Scan the entries and copy each line where the word "GİTMEK" is present.

----------

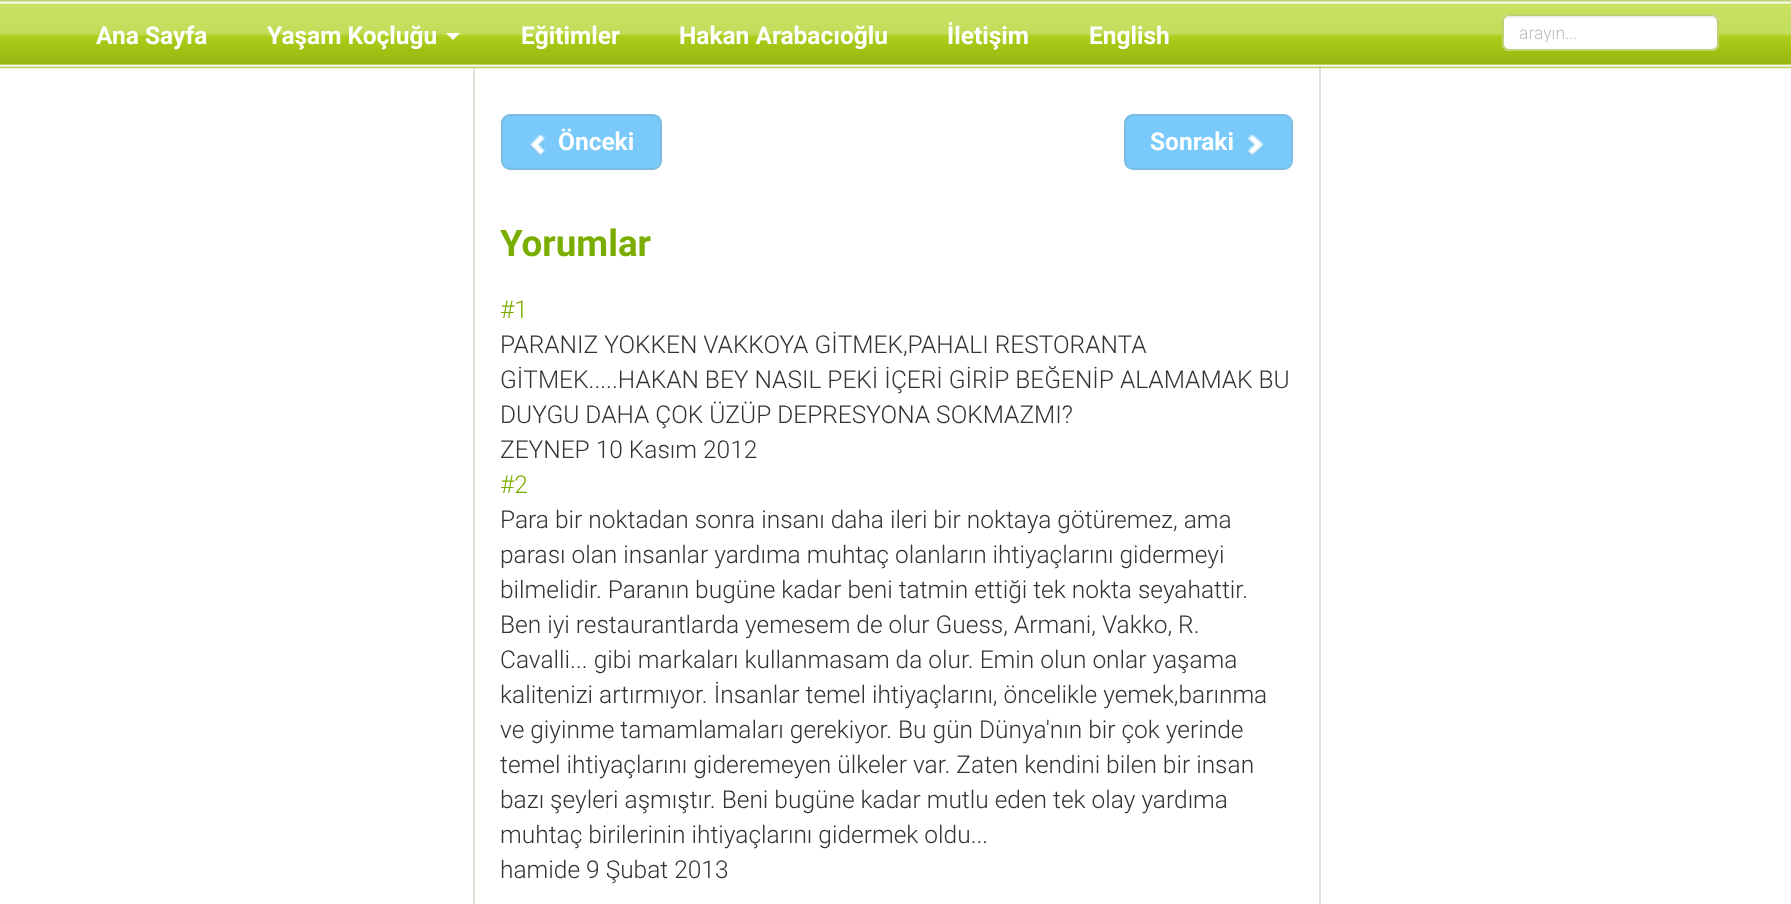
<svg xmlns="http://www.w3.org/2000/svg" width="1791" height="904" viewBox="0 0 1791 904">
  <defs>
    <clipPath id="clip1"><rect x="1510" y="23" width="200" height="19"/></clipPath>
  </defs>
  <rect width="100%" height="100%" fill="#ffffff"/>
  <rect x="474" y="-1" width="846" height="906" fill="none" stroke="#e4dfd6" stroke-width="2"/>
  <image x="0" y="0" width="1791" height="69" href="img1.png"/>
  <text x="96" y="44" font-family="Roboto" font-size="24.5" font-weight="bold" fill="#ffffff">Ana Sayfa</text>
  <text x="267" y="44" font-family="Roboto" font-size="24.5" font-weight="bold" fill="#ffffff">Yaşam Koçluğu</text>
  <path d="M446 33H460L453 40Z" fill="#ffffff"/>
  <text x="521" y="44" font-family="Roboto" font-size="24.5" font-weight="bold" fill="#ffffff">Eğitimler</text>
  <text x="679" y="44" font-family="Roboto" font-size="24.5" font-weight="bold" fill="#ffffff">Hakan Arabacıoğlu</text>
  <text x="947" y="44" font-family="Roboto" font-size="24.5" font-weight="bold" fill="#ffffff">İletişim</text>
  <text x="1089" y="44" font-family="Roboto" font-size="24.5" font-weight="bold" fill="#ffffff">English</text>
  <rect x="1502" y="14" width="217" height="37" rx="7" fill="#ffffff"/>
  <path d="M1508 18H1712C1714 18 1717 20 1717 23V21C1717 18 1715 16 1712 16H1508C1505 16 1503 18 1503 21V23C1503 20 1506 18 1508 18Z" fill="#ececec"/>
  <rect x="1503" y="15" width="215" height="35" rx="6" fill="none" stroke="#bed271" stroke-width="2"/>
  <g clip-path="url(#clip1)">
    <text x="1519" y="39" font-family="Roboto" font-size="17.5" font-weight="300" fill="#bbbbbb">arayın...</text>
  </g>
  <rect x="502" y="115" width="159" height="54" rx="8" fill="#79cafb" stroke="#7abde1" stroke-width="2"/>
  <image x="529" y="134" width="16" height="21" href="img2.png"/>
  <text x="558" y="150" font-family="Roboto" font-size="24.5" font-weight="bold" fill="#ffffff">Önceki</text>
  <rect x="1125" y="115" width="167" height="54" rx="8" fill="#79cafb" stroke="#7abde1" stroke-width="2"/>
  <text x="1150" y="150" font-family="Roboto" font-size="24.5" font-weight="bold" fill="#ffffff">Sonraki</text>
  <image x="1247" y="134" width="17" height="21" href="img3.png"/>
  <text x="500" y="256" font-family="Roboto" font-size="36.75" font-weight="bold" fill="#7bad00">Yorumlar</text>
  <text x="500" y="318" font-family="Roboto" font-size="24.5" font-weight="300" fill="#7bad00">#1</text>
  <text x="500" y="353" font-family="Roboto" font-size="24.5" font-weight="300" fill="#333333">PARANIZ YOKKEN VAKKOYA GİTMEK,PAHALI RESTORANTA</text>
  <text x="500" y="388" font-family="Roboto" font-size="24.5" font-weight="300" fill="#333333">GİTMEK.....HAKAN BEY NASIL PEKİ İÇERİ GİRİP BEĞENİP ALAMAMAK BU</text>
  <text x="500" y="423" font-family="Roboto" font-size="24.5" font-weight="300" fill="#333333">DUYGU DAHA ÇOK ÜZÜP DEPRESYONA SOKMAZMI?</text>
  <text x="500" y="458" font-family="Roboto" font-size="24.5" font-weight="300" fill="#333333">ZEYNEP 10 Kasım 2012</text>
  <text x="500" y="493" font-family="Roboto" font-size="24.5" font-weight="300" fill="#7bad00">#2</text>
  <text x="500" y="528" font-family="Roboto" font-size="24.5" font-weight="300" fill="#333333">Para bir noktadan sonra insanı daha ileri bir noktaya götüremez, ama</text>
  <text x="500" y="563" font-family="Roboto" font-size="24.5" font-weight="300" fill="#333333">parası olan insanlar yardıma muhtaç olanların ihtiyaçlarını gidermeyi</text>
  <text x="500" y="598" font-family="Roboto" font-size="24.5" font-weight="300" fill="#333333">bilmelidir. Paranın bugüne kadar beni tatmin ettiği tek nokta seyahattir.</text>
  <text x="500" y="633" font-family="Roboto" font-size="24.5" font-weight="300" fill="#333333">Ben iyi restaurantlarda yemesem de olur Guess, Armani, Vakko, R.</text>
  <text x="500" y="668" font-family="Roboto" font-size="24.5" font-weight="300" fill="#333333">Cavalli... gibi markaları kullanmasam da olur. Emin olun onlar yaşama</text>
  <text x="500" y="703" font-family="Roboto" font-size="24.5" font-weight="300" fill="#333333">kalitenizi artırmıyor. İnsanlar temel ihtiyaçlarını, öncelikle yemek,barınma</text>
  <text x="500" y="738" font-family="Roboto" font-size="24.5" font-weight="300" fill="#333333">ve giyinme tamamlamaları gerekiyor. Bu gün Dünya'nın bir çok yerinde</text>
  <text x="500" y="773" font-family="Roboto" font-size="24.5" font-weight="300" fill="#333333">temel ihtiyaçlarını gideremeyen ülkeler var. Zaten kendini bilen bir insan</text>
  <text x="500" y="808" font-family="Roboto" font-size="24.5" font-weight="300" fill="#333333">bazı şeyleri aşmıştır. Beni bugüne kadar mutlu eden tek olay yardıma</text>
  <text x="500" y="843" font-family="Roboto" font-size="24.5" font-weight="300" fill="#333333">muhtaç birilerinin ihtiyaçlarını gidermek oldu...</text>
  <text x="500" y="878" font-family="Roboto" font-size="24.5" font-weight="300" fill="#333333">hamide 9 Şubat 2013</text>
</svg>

----------

[The completed task]:
  <text x="500" y="353" font-family="Roboto" font-size="24.5" font-weight="300" fill="#333333">PARANIZ YOKKEN VAKKOYA GİTMEK,PAHALI RESTORANTA</text>
  <text x="500" y="388" font-family="Roboto" font-size="24.5" font-weight="300" fill="#333333">GİTMEK.....HAKAN BEY NASIL PEKİ İÇERİ GİRİP BEĞENİP ALAMAMAK BU</text>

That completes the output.